• Somebody compared me to a Holocaust denier the other day for having spoken ill of Elie Wiesel. While I wouldn’t dream of dignifying such a remark by responding to it, I was struck by its sheer nastiness. It goes without saying that the world has always contained plenty of people who assume that you’re a contemptible idiot if you disagree with them about anything. To be sure, I doubt that such creatures are significantly more numerous today than they were a century ago, or even a quarter-century, but I incline to think that they now talk quite a bit louder than they used to–especially when they’re sitting alone at their computers.
I hear the gentleman in the second balcony yelling “You’re one to talk!” He’s got a point: I’ve written some awfully sharp things in my capacity as a professional critic, and will doubtless continue to do so. But I don’t think I’ve ever cast personal aspersions on the artists whom I’ve criticized. That seems to me to be supremely inappropriate, even when the aspersions are true–and I do know a fair number of unpleasant things about some of the artists whom I cover in The Wall Street Journal and elsewhere. The world of art has always had its share of…well, bad actors.
Speaking as a biographer, I believe deeply that it is my responsibility to tell the truth about artists who are no longer living, even when it makes them look bad. Speaking as a critic and commentator, I think the private lives of living artists are their business and no one else’s. And lest we forget, the argumentum ad hominem is not in fact an argument at all, though it can be effective when deployed with skill and mercilessness.

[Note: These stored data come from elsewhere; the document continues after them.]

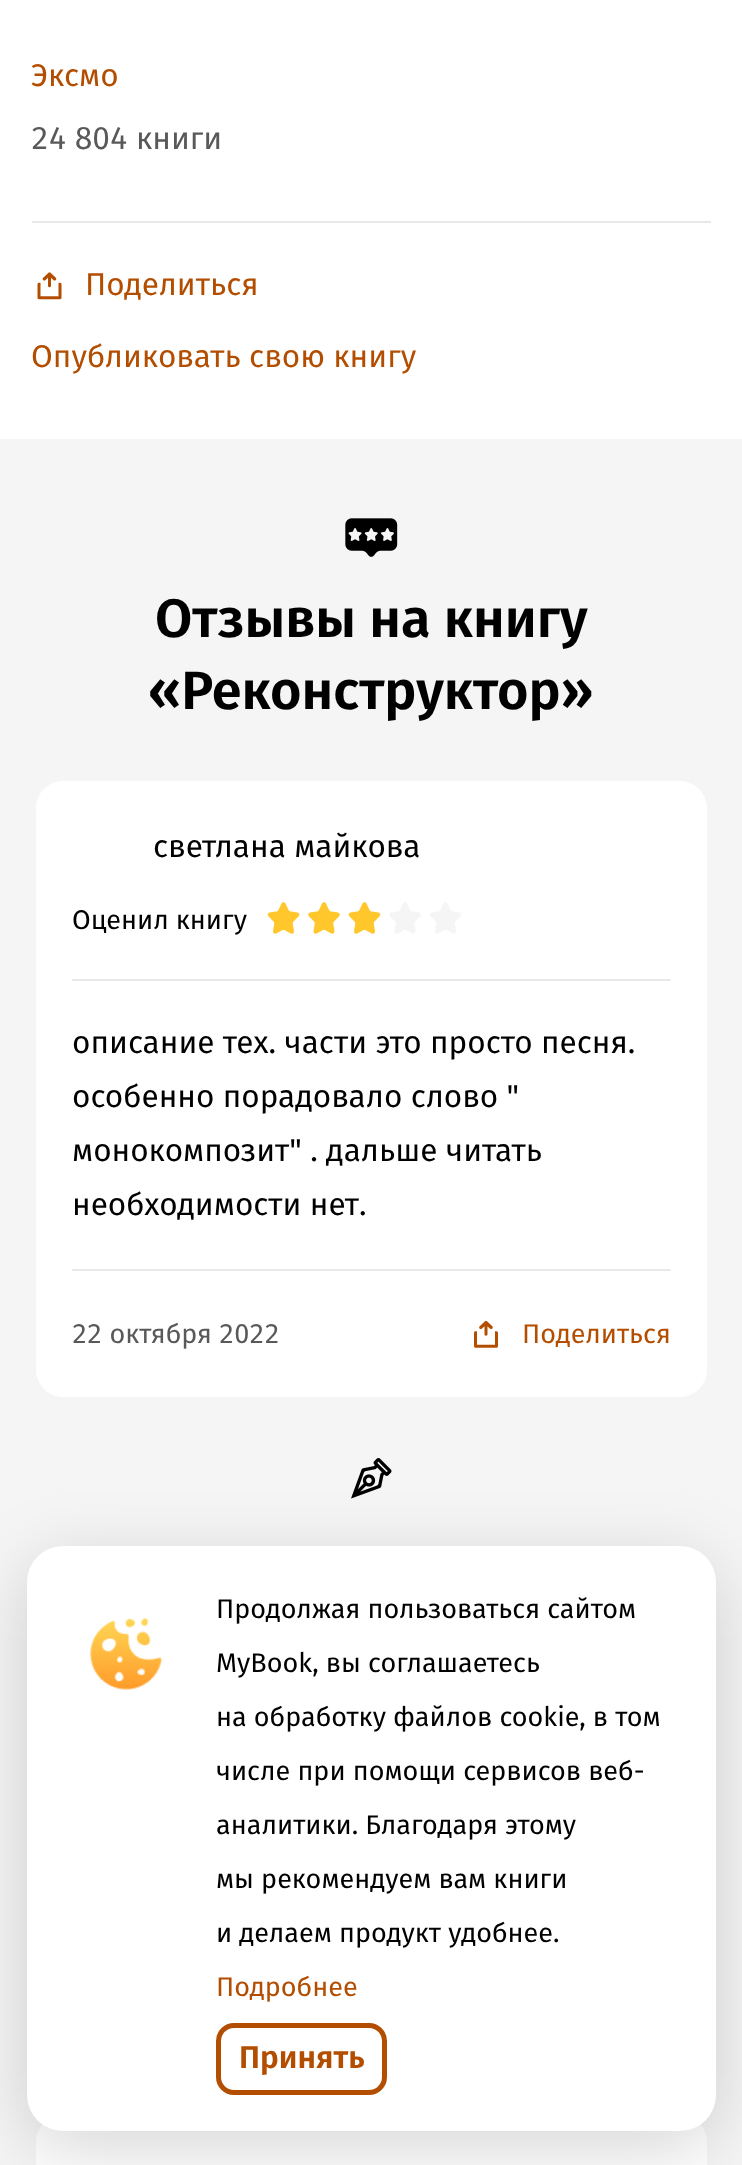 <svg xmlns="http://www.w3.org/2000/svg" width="742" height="2165">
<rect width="100%" height="100%" fill="#f5f5f5"/>
<rect width="742" height="439" fill="#fff"/>
<text x="31" y="86" style="font-family:Fira Sans;font-size:31.5px;fill:#b34d00">Эксмо</text>
<rect x="32" y="221" width="679" height="2" fill="#e8e8e8"/>
<text x="31" y="149" style="font-family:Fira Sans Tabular;font-size:31.5px;fill:#595959">24 804 книги</text>
<image x="37" y="272" width="25" height="28" href="media/1.png"/>
<text x="85" y="295" style="font-family:Fira Sans;font-size:31.5px;fill:#b34d00">Поделиться</text>
<text x="31" y="367" style="font-family:Fira Sans;font-size:31.5px;fill:#b34d00">Опубликовать свою книгу</text>
<image x="345" y="518" width="53" height="39" href="media/2.png"/>
<text x="155" y="637" style="font-family:Fira Sans;font-size:54px;font-weight:600;fill:#000">Отзывы на книгу</text>
<text x="148" y="709" style="font-family:Fira Sans;font-size:54px;font-weight:600;fill:#000">«Реконструктор»</text>
<rect x="36" y="781" width="671" height="616" rx="27" fill="#fff"/>
<text x="153" y="857" style="font-family:Fira Sans;font-size:31.5px;fill:#000">светлана майкова</text>
<text x="72" y="929" style="font-family:Fira Sans;font-size:27px;fill:#000">Оценил книгу</text>
<image x="267" y="902" width="33" height="32" href="media/3.png"/>
<image x="308" y="902" width="32" height="32" href="media/4.png"/>
<image x="348" y="902" width="33" height="32" href="media/3.png"/>
<image x="389" y="902" width="32" height="32" href="media/5.png"/>
<image x="430" y="902" width="31" height="32" href="media/6.png"/>
<rect x="72" y="979" width="599" height="2" rx="1" fill="#e8e8e8"/>
<text x="72" y="1053" style="font-family:Fira Sans;font-size:31.5px;fill:#000">описание тех. части это просто песня.</text>
<text x="72" y="1107" style="font-family:Fira Sans;font-size:31.5px;fill:#000">особенно порадовало слово "</text>
<text x="72" y="1161" style="font-family:Fira Sans;font-size:31.5px;fill:#000">монокомпозит" . дальше читать</text>
<text x="72" y="1215" style="font-family:Fira Sans;font-size:31.5px;fill:#000">необходимости нет.</text>
<rect x="72" y="1269" width="599" height="2" rx="1" fill="#e8e8e8"/>
<text x="72" y="1343" style="font-family:Fira Sans Tabular;font-size:27px;fill:#595959">22 октября 2022</text>
<image x="474" y="1320" width="24" height="28" href="media/7.png"/>
<text x="522" y="1343" style="font-family:Fira Sans;font-size:27px;fill:#b34d00">Поделиться</text>
<image x="351" y="1458" width="41" height="41" href="media/8.png"/>
<rect x="36" y="2115" width="671" height="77" rx="27" fill="#fff"/>
<rect x="27" y="1564" width="689" height="585" rx="36" fill="#00000029" filter="blur(36px)"/>
<rect x="27" y="1546" width="689" height="585" rx="36" fill="#fff"/>
<image x="90" y="1617" width="72" height="73" href="media/9.png"/>
<text x="216" y="1618" style="font-family:Fira Sans;font-size:27px;fill:#000">Продолжая пользоваться сайтом</text>
<text x="216" y="1672" style="font-family:Fira Sans;font-size:27px;fill:#000">MyBook, вы соглашаетесь</text>
<text x="216" y="1726" style="font-family:Fira Sans;font-size:27px;fill:#000">на обработку файлов cookie, в том</text>
<text x="216" y="1780" style="font-family:Fira Sans;font-size:27px;fill:#000">числе при помощи сервисов веб-</text>
<text x="216" y="1834" style="font-family:Fira Sans;font-size:27px;fill:#000">аналитики. Благодаря этому</text>
<text x="216" y="1888" style="font-family:Fira Sans;font-size:27px;fill:#000">мы рекомендуем вам книги</text>
<text x="216" y="1942" style="font-family:Fira Sans;font-size:27px;fill:#000">и делаем продукт удобнее.</text>
<text x="216" y="1996" style="font-family:Fira Sans;font-size:27px;fill:#b34d00">Подробнее</text>
<rect x="218.5" y="2025.5" width="166" height="67" rx="15.5" fill="none" stroke="#b34d00" stroke-width="5"/>
<text x="239" y="2068" style="font-family:Fira Sans;font-size:31.5px;font-weight:600;fill:#b34d00">Принять</text>
</svg>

Which brings us back, however circuitously, to my own case. I’d like to think that anybody who read a piece (or a posting or tweet) in which I was compared to a Holocaust denier would simply roll his eyes and move on. But I’m old enough to know better. More and more of the American people are choosing to live in closed circles of collective concurrence, and I have no doubt that in certain of those circles, those who read such an attack on me would nod their heads sagely and say something on the order of “Yep, it figures. Probably beats his wife, too.”

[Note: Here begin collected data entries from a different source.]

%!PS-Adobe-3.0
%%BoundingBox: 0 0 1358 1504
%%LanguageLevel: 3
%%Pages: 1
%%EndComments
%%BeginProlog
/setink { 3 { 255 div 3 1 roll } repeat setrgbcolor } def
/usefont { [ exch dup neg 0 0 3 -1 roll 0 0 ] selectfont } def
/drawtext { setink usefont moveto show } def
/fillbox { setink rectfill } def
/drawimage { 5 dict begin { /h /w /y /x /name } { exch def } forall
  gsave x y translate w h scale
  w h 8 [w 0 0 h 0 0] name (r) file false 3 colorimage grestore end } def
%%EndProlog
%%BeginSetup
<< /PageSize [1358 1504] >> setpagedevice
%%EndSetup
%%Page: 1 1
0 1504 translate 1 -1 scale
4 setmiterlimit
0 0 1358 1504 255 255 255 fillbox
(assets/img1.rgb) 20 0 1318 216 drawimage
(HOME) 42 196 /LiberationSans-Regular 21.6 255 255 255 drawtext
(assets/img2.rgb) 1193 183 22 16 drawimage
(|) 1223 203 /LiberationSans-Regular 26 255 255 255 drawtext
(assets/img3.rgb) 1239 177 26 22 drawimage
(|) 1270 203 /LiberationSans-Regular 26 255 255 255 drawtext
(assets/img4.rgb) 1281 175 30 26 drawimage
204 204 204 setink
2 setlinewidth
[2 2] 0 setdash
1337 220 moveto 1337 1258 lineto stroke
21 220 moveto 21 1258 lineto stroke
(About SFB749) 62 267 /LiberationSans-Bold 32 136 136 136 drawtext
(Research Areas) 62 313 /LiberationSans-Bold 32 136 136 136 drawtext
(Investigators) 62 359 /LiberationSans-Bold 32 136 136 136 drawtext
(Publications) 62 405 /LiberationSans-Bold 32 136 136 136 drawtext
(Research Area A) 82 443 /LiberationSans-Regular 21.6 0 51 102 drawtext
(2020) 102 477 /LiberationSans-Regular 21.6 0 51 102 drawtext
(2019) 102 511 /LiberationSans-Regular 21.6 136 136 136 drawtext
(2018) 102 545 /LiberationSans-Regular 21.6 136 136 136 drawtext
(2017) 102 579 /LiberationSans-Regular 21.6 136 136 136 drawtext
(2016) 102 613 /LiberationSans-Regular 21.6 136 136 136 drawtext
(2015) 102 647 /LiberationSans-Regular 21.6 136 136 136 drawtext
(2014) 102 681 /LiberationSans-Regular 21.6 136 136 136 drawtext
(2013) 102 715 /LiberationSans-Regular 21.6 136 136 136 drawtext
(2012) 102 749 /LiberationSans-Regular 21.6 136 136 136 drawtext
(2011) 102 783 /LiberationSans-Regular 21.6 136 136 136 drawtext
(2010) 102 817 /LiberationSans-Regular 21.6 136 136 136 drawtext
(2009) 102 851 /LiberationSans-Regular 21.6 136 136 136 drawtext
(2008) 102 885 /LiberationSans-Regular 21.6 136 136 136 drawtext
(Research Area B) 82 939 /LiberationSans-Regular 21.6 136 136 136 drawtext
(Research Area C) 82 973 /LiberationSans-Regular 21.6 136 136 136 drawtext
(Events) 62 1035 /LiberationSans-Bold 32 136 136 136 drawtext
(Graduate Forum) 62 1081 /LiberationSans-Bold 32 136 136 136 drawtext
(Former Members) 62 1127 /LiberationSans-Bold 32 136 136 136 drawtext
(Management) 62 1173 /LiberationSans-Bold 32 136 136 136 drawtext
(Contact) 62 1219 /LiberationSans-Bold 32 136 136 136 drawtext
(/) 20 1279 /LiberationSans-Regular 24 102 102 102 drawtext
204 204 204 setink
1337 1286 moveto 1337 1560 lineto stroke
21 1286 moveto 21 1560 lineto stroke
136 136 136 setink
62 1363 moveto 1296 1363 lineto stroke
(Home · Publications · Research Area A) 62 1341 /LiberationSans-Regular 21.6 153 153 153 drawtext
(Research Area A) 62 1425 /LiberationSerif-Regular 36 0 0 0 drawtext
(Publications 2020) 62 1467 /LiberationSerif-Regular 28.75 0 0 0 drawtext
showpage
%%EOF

George Washington once drew up a list of rules of civility. Here is the first one:
1st Every Action done in Company, ought to be with Some Sign of Respect, to those that are Present.
I’m with the father of our country. To be gratuitously nasty in public discourse is like relieving yourself in a swimming pool. Even if nobody knows you did it, you still made the pool a dirtier place for everybody–yourself included.